Wenn man auskuppelt is Ruhe. Die Idee mal eben mit dem Schlagschrauber die  Schrauben zu lösen hat sich schnell erledigt. Man kommt nicht mal mit  nem Ringschlüssel dran. Nur Gabel- (Maulschlüssel) geht. Also Schrauben  eingesprüht (kann ja nix schaden) hab ich an der Achseite versucht die  Schrauben zu lösen.
Gefühlt hat sich der Schlüssel aufgebogen. Also  auf den Meister warten, der kann’s vielleicht besser. Klar kann er! Er  geht an die Getriebeseite und knack, knack, knack gehen alle Schrauben  auf. Was mich tröstet, er kriegt die anderen auch nicht auf. Wir  beschließen die Aktion abzubrechen, um erst sicherzustellen, dass genug neue Schrauben und Muttern da sind.

Jetzt kam mir die Idee, die  Reifen könnten ja vom vielen stehen unrund laufen. So haben wir die  Reifen vom alten Bus draufgemacht. Die sind genauso alt, aber haben  schon 50TKM gelaufen. Er läuft etwas ruhiger, aber das vibrieren ist  immer noch da.

Wenigstens habe ich die Zeit auf der Grube  genutzt, um das unterm Bus versprühte Zink überzulackieren. Der TÜV Mann muss ja nicht darauf hingewiesen werden, wo alles repariert wurde.

Zwischenzeitlich hab ich auch noch einen neuen Fehler gefunden. Dass das Standlicht  nicht einzeln schaltbar ist, hab ich ja gewusst. Wenn ich aber das  Deckenlicht über dem Fahrerplatz anmache, geht draußen das Fahrlicht  an.


Das Wochenende drauf ist fürs Haus reserviert. Ich baue  eine komplette Verkleidung um den Freisitz, dass hier im Winter die  Blumen geschätzt untergebracht werden können.


11.10. 2012
Morgens gleich zum TÜV, das H- Gutachten machen lassen.
Hatte mir vorher Termin beim ehemaligen Prüfer geben lassen (Chef der Niederlassung).

Die Standheizung signalisiert mir, dass es ihr bei 0 Grad eigentlich zu kalt ist.
Der Bus springt aber super an.

Beim TÜV war alles ganz easy. Nachdem ich trotz Termin fast ne halbe Stunde  warten musste, gab’s nur nen Bremsentest und ein Besichtigungsrundgang  in der Grube. Der Rest war nur Papierkram.

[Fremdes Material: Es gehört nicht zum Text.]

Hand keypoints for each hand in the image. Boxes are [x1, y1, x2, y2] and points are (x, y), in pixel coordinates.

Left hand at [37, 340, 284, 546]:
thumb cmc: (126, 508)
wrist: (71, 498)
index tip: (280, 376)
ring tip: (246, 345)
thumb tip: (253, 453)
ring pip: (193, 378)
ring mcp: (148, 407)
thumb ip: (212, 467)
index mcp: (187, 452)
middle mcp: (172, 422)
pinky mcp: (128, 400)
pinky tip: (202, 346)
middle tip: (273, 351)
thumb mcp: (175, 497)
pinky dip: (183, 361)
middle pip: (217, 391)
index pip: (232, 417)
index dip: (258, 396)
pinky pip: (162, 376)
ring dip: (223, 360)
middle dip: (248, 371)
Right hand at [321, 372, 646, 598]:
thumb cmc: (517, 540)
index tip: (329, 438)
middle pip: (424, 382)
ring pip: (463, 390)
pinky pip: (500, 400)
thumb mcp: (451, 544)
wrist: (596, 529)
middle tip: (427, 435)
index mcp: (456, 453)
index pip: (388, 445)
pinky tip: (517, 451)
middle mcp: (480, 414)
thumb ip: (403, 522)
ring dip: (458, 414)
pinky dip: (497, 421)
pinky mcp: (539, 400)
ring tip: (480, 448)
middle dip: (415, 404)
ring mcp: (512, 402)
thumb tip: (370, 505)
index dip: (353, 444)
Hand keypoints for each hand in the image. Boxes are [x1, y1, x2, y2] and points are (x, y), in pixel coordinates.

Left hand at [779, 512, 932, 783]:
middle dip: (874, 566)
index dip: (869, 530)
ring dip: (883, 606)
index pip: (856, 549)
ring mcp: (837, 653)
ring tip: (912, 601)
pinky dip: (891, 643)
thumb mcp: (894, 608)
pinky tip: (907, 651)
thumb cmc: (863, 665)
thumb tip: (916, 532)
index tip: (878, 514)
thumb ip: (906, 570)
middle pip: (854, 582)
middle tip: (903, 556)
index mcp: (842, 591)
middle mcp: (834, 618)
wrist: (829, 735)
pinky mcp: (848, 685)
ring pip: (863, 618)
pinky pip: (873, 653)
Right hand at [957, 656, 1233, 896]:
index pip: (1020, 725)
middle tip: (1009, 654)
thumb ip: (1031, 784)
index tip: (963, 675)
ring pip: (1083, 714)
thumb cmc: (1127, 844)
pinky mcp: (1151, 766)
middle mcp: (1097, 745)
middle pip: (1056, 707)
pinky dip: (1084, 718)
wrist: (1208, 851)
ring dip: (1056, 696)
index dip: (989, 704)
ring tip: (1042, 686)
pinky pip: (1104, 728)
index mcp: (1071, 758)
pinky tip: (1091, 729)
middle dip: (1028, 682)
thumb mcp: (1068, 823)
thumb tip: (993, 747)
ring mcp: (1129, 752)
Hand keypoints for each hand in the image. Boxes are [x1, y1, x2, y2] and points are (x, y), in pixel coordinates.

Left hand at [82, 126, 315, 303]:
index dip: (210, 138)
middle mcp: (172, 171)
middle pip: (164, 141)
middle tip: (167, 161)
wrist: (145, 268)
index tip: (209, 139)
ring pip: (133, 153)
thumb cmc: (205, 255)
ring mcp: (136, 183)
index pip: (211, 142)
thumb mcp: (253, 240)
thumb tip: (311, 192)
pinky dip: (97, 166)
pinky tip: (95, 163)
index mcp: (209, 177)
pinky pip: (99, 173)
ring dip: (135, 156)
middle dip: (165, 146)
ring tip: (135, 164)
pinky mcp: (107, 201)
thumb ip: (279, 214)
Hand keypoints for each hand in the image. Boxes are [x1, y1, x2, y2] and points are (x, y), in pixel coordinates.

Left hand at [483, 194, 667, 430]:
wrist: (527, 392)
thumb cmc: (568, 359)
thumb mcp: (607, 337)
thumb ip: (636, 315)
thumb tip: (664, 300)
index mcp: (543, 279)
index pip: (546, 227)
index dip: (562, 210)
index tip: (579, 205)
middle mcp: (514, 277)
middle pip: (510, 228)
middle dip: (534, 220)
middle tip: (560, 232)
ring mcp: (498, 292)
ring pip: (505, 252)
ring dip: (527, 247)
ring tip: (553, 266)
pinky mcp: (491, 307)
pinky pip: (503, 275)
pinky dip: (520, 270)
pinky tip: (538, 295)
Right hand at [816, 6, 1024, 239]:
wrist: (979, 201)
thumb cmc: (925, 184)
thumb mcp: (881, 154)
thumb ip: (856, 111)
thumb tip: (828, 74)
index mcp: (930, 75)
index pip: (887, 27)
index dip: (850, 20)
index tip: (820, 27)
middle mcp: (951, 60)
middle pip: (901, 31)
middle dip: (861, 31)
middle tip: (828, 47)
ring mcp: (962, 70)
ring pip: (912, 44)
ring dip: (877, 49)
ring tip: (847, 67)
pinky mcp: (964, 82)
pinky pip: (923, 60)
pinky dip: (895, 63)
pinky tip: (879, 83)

Weil die  Zulassungsstelle gleich nebenan ist, hab ich versucht, den Bus gleich  umschreiben zu lassen. Leider sind in Hessen die Computer so  programmiert, dass die Eintragung erst am “Geburtstag” eingegeben werden können. Als ob bei 30 Jahren der Monat eine Rolle spielt.

Dann muss es eben noch eineinhalb Wochen warten und der Bus wird erstmal ausgelagert, um
hier die Parksituation zu entstressen.